• **Task objective**
Copy out the listing below exactly, please, and skip any pictures.

• **Exercise data**
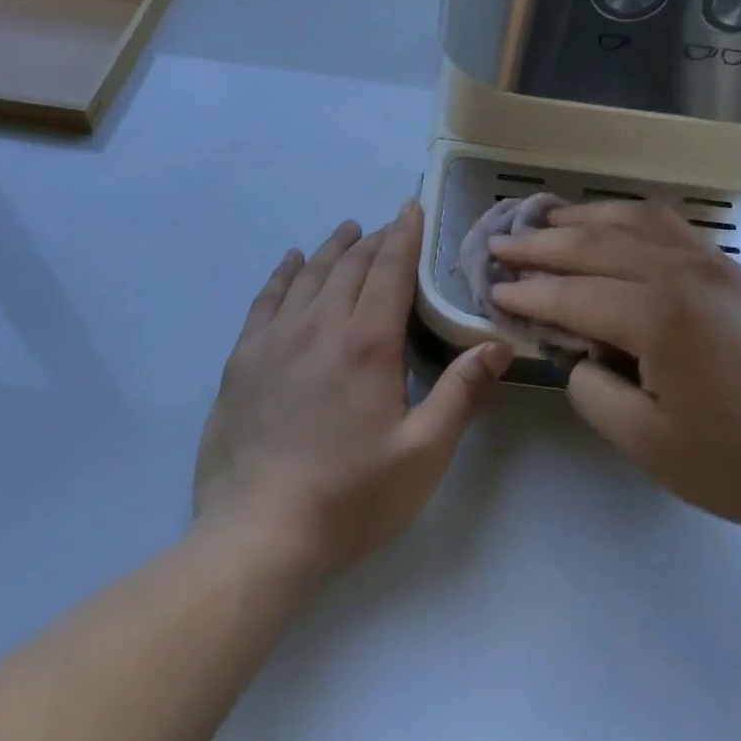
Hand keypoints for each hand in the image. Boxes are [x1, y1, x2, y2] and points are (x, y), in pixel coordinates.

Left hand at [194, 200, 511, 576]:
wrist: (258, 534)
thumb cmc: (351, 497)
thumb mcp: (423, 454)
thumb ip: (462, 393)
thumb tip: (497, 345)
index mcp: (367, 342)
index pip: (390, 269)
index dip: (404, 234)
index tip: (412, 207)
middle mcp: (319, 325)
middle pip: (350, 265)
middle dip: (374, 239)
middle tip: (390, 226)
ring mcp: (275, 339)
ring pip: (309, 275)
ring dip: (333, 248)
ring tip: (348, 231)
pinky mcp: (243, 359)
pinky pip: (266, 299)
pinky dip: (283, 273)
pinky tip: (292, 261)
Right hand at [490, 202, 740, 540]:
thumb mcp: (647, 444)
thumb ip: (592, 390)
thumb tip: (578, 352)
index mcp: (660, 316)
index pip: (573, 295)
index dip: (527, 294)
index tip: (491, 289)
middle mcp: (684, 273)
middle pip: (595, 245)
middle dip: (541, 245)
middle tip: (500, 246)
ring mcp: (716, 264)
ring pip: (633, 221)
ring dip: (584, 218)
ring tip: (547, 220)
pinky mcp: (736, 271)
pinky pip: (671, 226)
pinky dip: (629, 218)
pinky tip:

• **Solved exercise**
Hand keypoints for each hand in the image. Boxes are [x1, y1, x2, y2] and points are (x, y), in pixel coordinates.

Left hand at [194, 200, 511, 576]:
wrist: (258, 534)
thumb cmc: (351, 497)
thumb mcp: (423, 454)
thumb ip: (462, 393)
thumb tip: (497, 345)
index mcp: (367, 342)
index pip: (390, 269)
index dip: (404, 234)
index tip: (412, 207)
middle mcp: (319, 325)
middle pip: (350, 265)
middle dip: (374, 239)
middle tip: (390, 226)
ring mcp: (275, 339)
ring pip: (309, 275)
ring dip: (333, 248)
ring tip: (348, 231)
pinky mcp: (243, 359)
pinky pip: (266, 299)
pinky dip: (283, 273)
pinky tip: (292, 261)
Right hand at [490, 202, 740, 540]:
thumb mcp: (647, 444)
thumb ip: (592, 390)
thumb tip: (578, 352)
index mcp: (660, 316)
index pip: (573, 295)
index dip: (527, 294)
index tip: (491, 289)
middle mcp: (684, 273)
middle pip: (595, 245)
middle dip: (541, 245)
middle tip: (500, 246)
ring mcp: (716, 264)
ring pip: (633, 221)
ring dip: (584, 218)
ring tip: (547, 220)
pinky mcp: (736, 271)
pinky pip: (671, 226)
pinky dip: (629, 218)
pinky tip:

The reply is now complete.